Well no Dave, it isn’t. A business works by taking inputs (land, labour, capital), doing something with them (adding value), and selling outputs for more than they paid for the inputs. By taking inputs that consumers valued at X and selling them for something consumers value at X+, the enterprise has increased the utility of society. That is why profits, earned from productive enterprise, are good things; they are a big neon sign flashing to the rest of the economy: “COME AND DO MORE OF WHAT THIS ENTERPRISE IS DOING!!!”
The flipside is that an enterprise which takes inputs which consumers value at Y and sells them Y- is destroying utility. That is why losses are also a big flashing sign screaming: “STOP DOING WHAT YOU’RE DOING AND NOBODY ELSE START!!!”
That is what companies like Blockbuster, Jessops, and HMV have been doing. Thanks to Amazon or iTunes consumers now value the goods and services provided by HMV at less than its costs HMV to provide them. Thanks to digital cameras consumers now value the service provided by Jessops at less than it costs Jessops to provide it. Thanks to LOVEFiLM and Netflix consumers now value the goods and services provided by Blockbuster at less than it costs Blockbuster to provide them. Unlike Mr Papandreou they stood still and they died.
Back during the boom years these companies could make up the deficit between what their inputs costs and what their outputs sold for by borrowing. HMV ran up debts of £176 million (£765,217 per store). Jessops ran up debts of £60 million. Blockbuster ran up debts of £23 million.
Now, the credit that was keeping these zombie, social-utility-destroying companies going has gone as it was always bound to. Warren Buffett wrote of downturns: “only when the tide goes out do you discover who’s been swimming naked.” The tide of credit receded and these companies were caught skinny dipping.
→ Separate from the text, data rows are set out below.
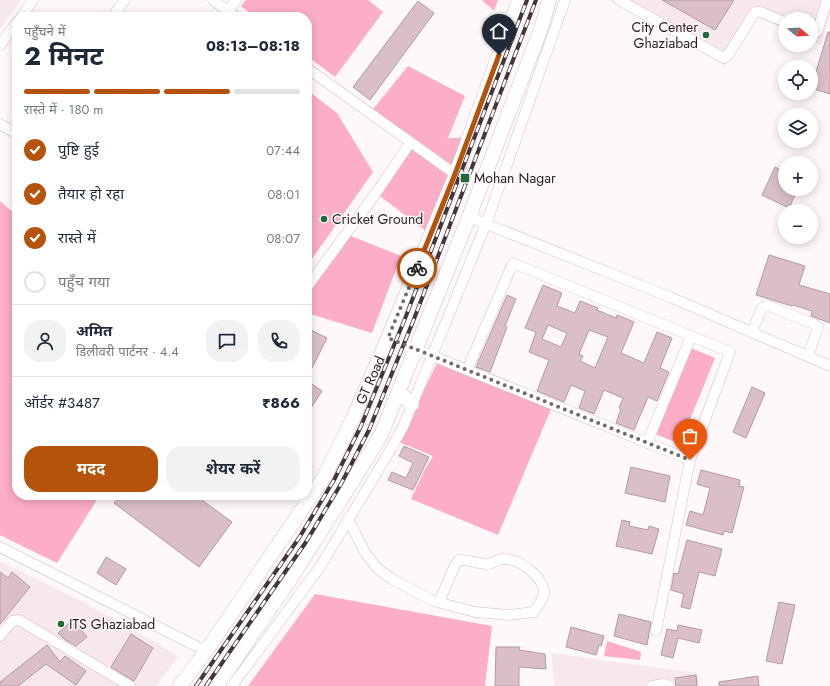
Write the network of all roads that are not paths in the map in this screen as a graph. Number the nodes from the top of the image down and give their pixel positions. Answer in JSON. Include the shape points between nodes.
{"nodes":[{"id":1,"x":33,"y":0,"type":"edge"},
{"id":2,"x":125,"y":0,"type":"edge"},
{"id":3,"x":213,"y":0,"type":"edge"},
{"id":4,"x":236,"y":0,"type":"edge"},
{"id":5,"x":519,"y":0,"type":"edge"},
{"id":6,"x":549,"y":0,"type":"edge"},
{"id":7,"x":565,"y":0,"type":"edge"},
{"id":8,"x":619,"y":0,"type":"edge"},
{"id":9,"x":827,"y":0,"type":"edge"},
{"id":10,"x":228,"y":11,"type":"joint"},
{"id":11,"x":25,"y":12,"type":"edge"},
{"id":12,"x":116,"y":12,"type":"edge"},
{"id":13,"x":778,"y":19,"type":"edge"},
{"id":14,"x":12,"y":29,"type":"edge"},
{"id":15,"x":818,"y":29,"type":"edge"},
{"id":16,"x":0,"y":45,"type":"edge"},
{"id":17,"x":312,"y":72,"type":"edge"},
{"id":18,"x":520,"y":82,"type":"junction"},
{"id":19,"x":534,"y":87,"type":"junction"},
{"id":20,"x":0,"y":124,"type":"edge"},
{"id":21,"x":12,"y":131,"type":"edge"},
{"id":22,"x":410,"y":143,"type":"junction"},
{"id":23,"x":455,"y":174,"type":"junction"},
{"id":24,"x":469,"y":217,"type":"junction"},
{"id":25,"x":486,"y":224,"type":"junction"},
{"id":26,"x":312,"y":280,"type":"edge"},
{"id":27,"x":752,"y":332,"type":"junction"},
{"id":28,"x":691,"y":337,"type":"junction"},
{"id":29,"x":388,"y":338,"type":"junction"},
{"id":30,"x":416,"y":350,"type":"junction"},
{"id":31,"x":432,"y":356,"type":"junction"},
{"id":32,"x":808,"y":356,"type":"junction"},
{"id":33,"x":830,"y":366,"type":"edge"},
{"id":34,"x":467,"y":370,"type":"junction"},
{"id":35,"x":399,"y":392,"type":"junction"},
{"id":36,"x":412,"y":404,"type":"junction"},
{"id":37,"x":646,"y":443,"type":"junction"},
{"id":38,"x":690,"y":460,"type":"junction"},
{"id":39,"x":312,"y":495,"type":"edge"},
{"id":40,"x":308,"y":500,"type":"edge"},
{"id":41,"x":348,"y":520,"type":"junction"},
{"id":42,"x":0,"y":547,"type":"edge"},
{"id":43,"x":439,"y":602,"type":"junction"},
{"id":44,"x":656,"y":630,"type":"dead end"},
{"id":45,"x":0,"y":636,"type":"edge"},
{"id":46,"x":206,"y":651,"type":"junction"},
{"id":47,"x":130,"y":686,"type":"edge"},
{"id":48,"x":180,"y":686,"type":"edge"},
{"id":49,"x":217,"y":686,"type":"edge"},
{"id":50,"x":232,"y":686,"type":"edge"},
{"id":51,"x":652,"y":686,"type":"edge"},
{"id":52,"x":669,"y":686,"type":"edge"}],
"edges":[{"from":1,"to":11,"type":"street"},
{"from":2,"to":12,"type":"street"},
{"from":3,"to":10,"type":"street"},
{"from":4,"to":10,"type":"street"},
{"from":5,"to":23,"type":"highway","name":"GT Road"},
{"from":6,"to":18,"type":"highway","via":[[542,26]]},
{"from":7,"to":19,"type":"street"},
{"from":8,"to":13,"type":"street","via":[[724,58],[755,12]]},
{"from":9,"to":15,"type":"street"},
{"from":14,"to":16,"type":"street"},
{"from":17,"to":22,"type":"street"},
{"from":18,"to":19,"type":"street"},
{"from":18,"to":24,"type":"highway"},
{"from":19,"to":25,"type":"street"},
{"from":20,"to":21,"type":"street"},
{"from":22,"to":23,"type":"street"},
{"from":22,"to":26,"type":"street"},
{"from":23,"to":29,"type":"highway","name":"GT Road"},
{"from":24,"to":25,"type":"street"},
{"from":24,"to":30,"type":"highway"},
{"from":25,"to":27,"type":"street"},
{"from":25,"to":31,"type":"street"},
{"from":27,"to":32,"type":"street"},
{"from":27,"to":32,"type":"street","via":[[762,308],[772,306],[818,327]]},
{"from":28,"to":34,"type":"street","via":[[513,263]]},
{"from":28,"to":37,"type":"street"},
{"from":28,"to":38,"type":"street","via":[[730,352]]},
{"from":29,"to":30,"type":"street"},
{"from":29,"to":39,"type":"highway","name":"GT Road","via":[[350,425],[324,477]]},
{"from":30,"to":31,"type":"street"},
{"from":30,"to":35,"type":"highway"},
{"from":31,"to":34,"type":"street"},
{"from":31,"to":36,"type":"street"},
{"from":32,"to":33,"type":"street"},
{"from":34,"to":37,"type":"street"},
{"from":35,"to":36,"type":"highway"},
{"from":35,"to":49,"type":"highway","via":[[381,435],[348,490]]},
{"from":36,"to":41,"type":"street","via":[[403,427]]},
{"from":37,"to":38,"type":"street"},
{"from":38,"to":44,"type":"street"},
{"from":40,"to":46,"type":"highway","name":"GT Road"},
{"from":41,"to":43,"type":"street","via":[[366,554],[378,569],[392,579]]},
{"from":41,"to":50,"type":"street","via":[[320,567]]},
{"from":42,"to":46,"type":"street"},
{"from":43,"to":43,"type":"street","via":[[475,612],[509,615],[534,612],[544,591],[538,578],[513,560],[503,558],[488,564],[467,559],[459,560],[455,565]]},
{"from":45,"to":47,"type":"street","via":[[12,621],[19,620]]},
{"from":46,"to":48,"type":"highway","name":"GT Road"},
{"from":51,"to":52,"type":"street"}]}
And, painful as that will be for the staff and creditors of these companies, in the wider and longer perspective this is a good thing for society. As I wrote recently:
“This is an excellent example of how the market process enables individuals to work to increase the prosperity of society. To the consumer, the CD purchased from HMV for £7 yields no more satisfaction than the same CD which, thanks to a leaner business model made possible by advances in technology, Amazon can sell you for £3.99. The consumer’s enjoyment of the CD is exactly the same but he or she has money left over that they wouldn’t have had if they had bought the CD from HMV. With this they can buy something else they also enjoy, good or service X or Y. Their total utility, to use the jargon, is increased.
…
If Amazon or iTunes are able to put Bob Dylan on your turntable or Fritz Lang on your screen with fewer resources than HMV can – the buildings, the staff, and everything that went into producing them – then those resources are freed up to produce something else to increase our enjoyment beyond Blonde on Blonde and Metropolis; good or service X or Y.
This is how the market process enables us to live better and better. Joseph Schumpeter called the market process “creative destruction”. HMV was destroyed but Amazon was created.”
It is utterly foolish to think, as Blanchflower appears to, that these companies have collapsed because of a lack of aggregate demand. Thanks to Amazon, iTunes, digital cameras, LOVEFiLM, and Netflix, there was no demand for these companies’ products and services in the first place, that’s why they were racking up debts.
Blockbuster was killed by economic progress, not George Osborne.